Christmas Tag and Card for a Knitter

Here's a tag I made from Ten Seconds Studio gold coloured aluminum and a Waltingmouse Stamp from the Nutcracker Sweet set. I ran the metal through my Cuttlebug to emboss with D'vine Swirls:

And here is a special card I made for my dear friend (and avid knitter) Mary:
Front of card, Stampington & Company stamps.

Inside of card

Christmas Card Challenge - CAS Style


The Waltzingmouse Stamps Christmas Card Challenge is coming to a close for 2011 and I have really enjoyed the monthly sparks of creativity. That is, until November. That month, our hostess Lynn Mercurio announced that Clean and Simple Style was the theme.
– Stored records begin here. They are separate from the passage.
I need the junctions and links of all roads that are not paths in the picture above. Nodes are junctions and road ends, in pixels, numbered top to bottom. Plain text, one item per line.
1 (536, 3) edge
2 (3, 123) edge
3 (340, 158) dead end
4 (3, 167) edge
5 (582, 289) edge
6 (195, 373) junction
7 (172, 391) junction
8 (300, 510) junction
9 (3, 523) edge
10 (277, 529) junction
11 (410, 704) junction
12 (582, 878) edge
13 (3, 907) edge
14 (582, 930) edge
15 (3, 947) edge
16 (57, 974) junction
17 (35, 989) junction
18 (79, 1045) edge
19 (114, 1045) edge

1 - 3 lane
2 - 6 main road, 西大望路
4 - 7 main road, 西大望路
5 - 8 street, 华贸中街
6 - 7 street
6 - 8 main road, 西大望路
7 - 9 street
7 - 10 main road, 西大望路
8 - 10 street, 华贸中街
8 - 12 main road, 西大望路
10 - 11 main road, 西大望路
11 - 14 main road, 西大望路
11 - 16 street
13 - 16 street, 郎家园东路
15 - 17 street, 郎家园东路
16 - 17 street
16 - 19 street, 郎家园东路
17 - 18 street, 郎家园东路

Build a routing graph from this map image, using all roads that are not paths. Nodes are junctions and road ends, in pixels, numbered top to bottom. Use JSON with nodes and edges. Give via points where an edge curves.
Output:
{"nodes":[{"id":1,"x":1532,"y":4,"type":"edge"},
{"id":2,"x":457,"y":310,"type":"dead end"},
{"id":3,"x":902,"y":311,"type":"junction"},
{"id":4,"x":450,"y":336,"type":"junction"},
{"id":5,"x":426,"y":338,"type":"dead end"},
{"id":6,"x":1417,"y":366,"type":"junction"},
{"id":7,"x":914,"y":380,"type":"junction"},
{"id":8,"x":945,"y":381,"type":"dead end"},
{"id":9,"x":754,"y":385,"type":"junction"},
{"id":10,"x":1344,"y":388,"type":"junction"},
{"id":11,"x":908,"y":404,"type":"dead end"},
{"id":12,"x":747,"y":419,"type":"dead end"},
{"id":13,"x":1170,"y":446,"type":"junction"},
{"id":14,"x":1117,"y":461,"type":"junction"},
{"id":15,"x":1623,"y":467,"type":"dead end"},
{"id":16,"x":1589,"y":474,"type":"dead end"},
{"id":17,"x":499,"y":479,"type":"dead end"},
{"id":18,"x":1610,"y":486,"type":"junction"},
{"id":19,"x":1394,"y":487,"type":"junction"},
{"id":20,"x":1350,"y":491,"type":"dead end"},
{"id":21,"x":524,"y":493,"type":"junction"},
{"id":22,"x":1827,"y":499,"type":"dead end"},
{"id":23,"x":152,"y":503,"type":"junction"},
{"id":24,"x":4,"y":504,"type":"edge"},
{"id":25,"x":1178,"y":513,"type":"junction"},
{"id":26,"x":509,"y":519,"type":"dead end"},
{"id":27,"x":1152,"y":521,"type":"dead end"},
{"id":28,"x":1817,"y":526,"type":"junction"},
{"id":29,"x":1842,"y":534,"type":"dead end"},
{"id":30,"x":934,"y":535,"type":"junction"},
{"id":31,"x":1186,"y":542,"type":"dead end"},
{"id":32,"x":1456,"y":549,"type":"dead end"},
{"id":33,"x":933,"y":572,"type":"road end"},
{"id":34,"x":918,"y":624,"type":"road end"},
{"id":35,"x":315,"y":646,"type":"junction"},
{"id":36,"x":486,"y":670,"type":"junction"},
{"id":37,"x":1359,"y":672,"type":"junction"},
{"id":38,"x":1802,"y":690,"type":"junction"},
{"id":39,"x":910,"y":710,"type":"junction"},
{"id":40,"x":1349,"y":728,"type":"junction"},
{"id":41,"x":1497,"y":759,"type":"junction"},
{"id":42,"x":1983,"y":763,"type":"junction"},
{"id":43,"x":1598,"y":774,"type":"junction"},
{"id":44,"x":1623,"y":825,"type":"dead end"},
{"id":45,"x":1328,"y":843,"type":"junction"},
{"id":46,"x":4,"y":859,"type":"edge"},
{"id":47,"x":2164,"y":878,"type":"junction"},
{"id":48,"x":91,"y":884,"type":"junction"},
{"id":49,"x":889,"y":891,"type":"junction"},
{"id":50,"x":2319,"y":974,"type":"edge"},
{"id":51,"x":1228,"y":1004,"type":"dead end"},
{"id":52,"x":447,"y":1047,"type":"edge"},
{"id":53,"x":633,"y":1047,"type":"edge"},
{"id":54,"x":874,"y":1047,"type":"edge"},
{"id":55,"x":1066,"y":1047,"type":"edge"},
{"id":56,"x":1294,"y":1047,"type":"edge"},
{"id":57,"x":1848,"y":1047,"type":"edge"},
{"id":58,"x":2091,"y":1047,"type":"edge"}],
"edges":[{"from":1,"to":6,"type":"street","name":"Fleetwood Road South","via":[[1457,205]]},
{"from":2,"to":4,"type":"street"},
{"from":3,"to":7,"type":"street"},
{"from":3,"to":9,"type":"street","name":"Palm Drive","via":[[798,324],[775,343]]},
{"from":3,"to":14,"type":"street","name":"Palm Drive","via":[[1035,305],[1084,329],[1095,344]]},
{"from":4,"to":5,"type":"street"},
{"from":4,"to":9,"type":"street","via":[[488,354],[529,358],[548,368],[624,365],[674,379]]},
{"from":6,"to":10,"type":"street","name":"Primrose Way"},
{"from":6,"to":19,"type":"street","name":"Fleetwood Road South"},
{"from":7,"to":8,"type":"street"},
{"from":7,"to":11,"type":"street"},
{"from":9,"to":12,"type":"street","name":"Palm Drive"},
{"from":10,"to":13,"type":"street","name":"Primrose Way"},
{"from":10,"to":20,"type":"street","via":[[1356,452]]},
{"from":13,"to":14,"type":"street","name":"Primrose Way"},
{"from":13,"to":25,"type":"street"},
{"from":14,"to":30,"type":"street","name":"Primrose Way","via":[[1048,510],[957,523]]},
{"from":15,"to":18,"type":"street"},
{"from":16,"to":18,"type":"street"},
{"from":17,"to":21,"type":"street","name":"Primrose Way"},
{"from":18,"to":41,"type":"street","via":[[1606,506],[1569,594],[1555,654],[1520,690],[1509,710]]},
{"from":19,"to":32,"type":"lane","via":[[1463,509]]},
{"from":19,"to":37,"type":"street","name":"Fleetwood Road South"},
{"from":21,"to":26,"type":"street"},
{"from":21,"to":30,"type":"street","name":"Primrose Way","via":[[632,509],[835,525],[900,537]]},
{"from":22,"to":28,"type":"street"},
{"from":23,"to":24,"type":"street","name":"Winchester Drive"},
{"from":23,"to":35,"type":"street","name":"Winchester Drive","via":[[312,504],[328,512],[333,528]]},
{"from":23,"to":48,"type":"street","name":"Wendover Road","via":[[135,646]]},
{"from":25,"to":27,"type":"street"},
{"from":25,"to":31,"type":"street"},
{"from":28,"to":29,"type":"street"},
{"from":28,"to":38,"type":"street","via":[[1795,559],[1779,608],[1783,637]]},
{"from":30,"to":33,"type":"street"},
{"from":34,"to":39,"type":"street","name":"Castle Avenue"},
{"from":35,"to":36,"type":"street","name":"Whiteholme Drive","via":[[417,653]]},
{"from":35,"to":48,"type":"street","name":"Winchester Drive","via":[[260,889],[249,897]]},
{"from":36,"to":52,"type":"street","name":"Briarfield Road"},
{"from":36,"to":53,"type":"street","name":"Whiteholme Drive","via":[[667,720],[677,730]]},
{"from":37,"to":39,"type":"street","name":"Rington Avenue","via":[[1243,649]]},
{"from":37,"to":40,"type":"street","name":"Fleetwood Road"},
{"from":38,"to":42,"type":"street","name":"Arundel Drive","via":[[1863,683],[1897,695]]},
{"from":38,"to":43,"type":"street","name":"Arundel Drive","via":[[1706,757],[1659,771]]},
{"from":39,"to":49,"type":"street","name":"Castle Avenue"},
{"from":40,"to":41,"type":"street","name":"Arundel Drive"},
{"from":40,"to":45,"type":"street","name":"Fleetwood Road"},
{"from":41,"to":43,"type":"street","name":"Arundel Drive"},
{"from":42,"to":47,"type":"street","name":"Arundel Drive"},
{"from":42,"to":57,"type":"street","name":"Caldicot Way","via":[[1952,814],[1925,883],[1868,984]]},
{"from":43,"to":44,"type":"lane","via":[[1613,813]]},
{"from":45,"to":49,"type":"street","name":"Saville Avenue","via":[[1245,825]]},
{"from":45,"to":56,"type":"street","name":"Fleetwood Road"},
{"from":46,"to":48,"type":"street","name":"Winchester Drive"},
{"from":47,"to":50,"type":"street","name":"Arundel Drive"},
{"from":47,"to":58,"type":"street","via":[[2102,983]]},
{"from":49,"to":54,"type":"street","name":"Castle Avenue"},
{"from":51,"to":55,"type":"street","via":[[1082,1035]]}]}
I am sure Lynn thought she was doing everyone a favour choosing something simple. However, this is the theme that was my nemesis. I am not comfortable with white space. I don't do simple. And one look at my crafting space dispels any notion of clean.

It took a month and a half but I finally got inspired. I don't actually need any more Christmas cards, but little gift cards will come in handy as I shift into baking and gift-wrapping mode this week.


The rule was they needed to be completed in about 10 minutes, and once I had the idea for these, that's about how long they took, even with the heat-set Swarovski crystal in the center. They run about 3.5 inches square and I cuttlebug embossed the card front before adding the Frame It layer with the Very Vintage Christmas Stamp Set snowflake at its center.


Clean and Simple Style vanquished! I have entered this in the WMS Sketch Challenge, too.


Thursday, December 8, 2011

Labels and Tags for a Good Cause

Today was a fun day! My department hosted the December Monthly Celebration (communal coffee break) at work and we held a baking day to prepare for it. We baked so many goodies (10 or 11 recipes) that we had enough excess to make up five Incredible, Edible Gift Baskets to have as door prizes. We collected Twoonies (the Canadian $2 coin) and gave out draw tickets. All the money ($132) will be going to a local food bank.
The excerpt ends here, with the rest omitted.